Here’s a good one to go with the brilliant hues of the autumn maples, the first fire in your woodstove, and that curried pumpkin soup simmering in the kitchen. Tim Eriksen has just posted a new video of him singing Garden Hymn while accompanying himself on fiddle:
Tim comments: “Garden Hymn appears in the Sacred Harp and many other tune books with origins in the mid-19th century. You may notice the tune sounds an awful lot like a dance tune—it probably is, but I don’t know for sure.

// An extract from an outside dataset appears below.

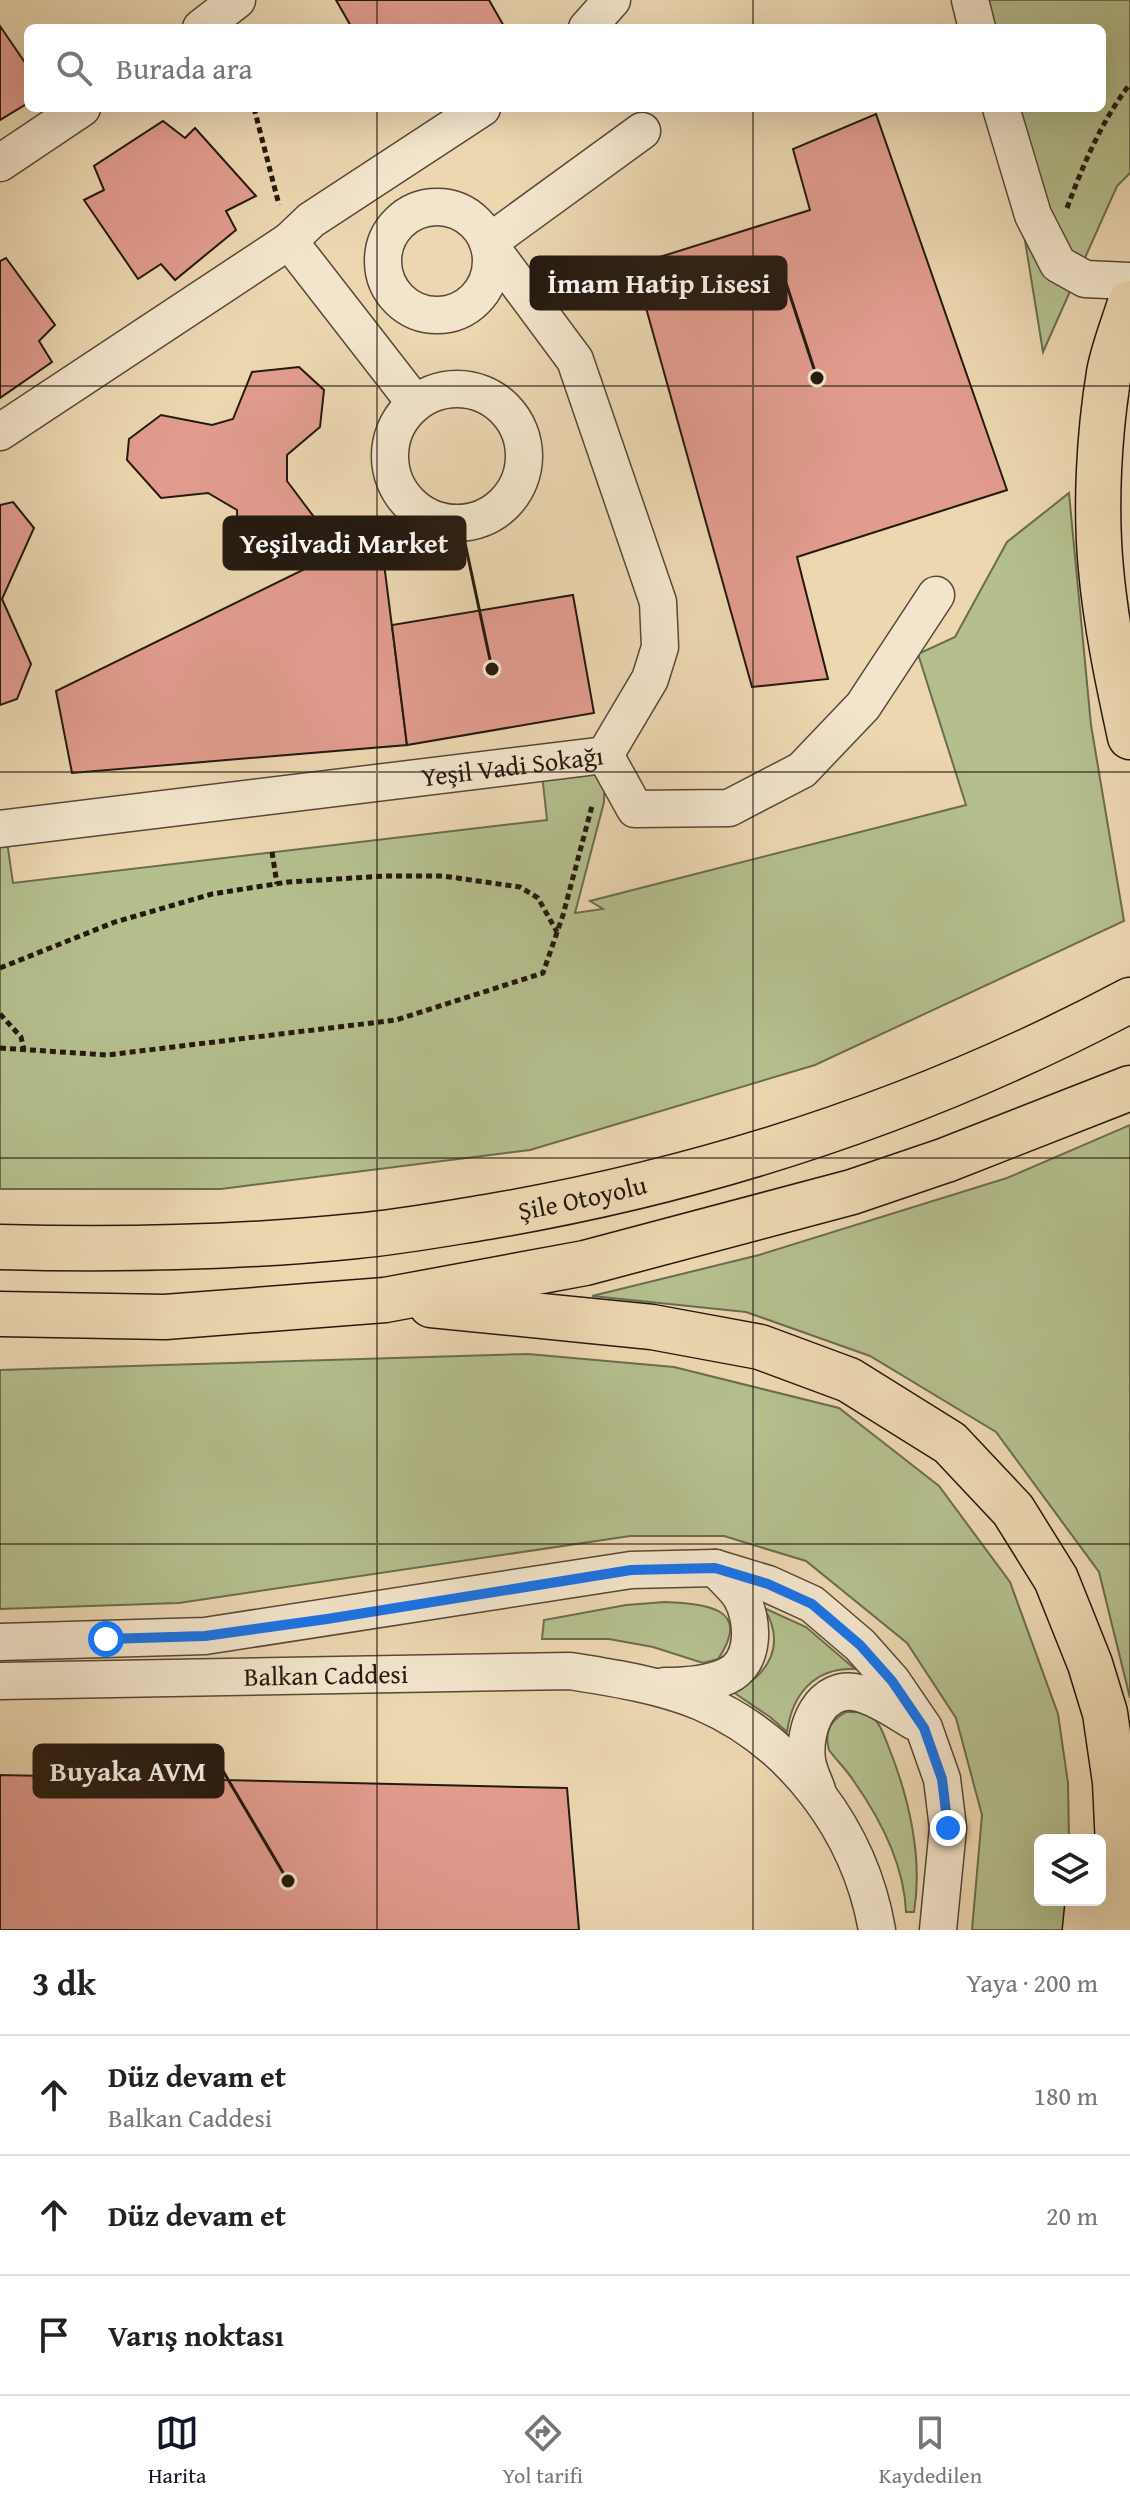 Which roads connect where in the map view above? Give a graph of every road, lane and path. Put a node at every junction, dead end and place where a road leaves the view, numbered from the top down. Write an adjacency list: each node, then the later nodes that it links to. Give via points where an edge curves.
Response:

It was a favorite of Connecticut preacher Lorenzo Dow, born in 1777 in Coventry, CT. It’s one of the songs he brought to England with him on his trips there beginning ca. 1800. He said the English were “afraid to make a NOISE” which may tell us something about his sense of how singing should be. His “American hymns” as he called them were part of his gift to the burgeoning English camp meeting movement, which led to Hugh Bourne and the “Primitive Methodists” being kicked out of the English Methodist church—a rift that I believe remained until the founding of the United Methodist Church many years later. I think the only place the Primitive Methodist Church still exists is in the U.S. (Pennsylvania etc) and maybe some other former British colonies.”
Not many performers can pull off the fiddle-and-vocal thing, notably Tim O’Brien and Bruce Molsky. Remember that the fiddle has no frets, so the singer has to think about the correct pitch on both fiddle and vocals. That’s tougher than walking and chewing gum. Tim nails that haunting, pure-drop old-time sound on this one. Sweeeeet!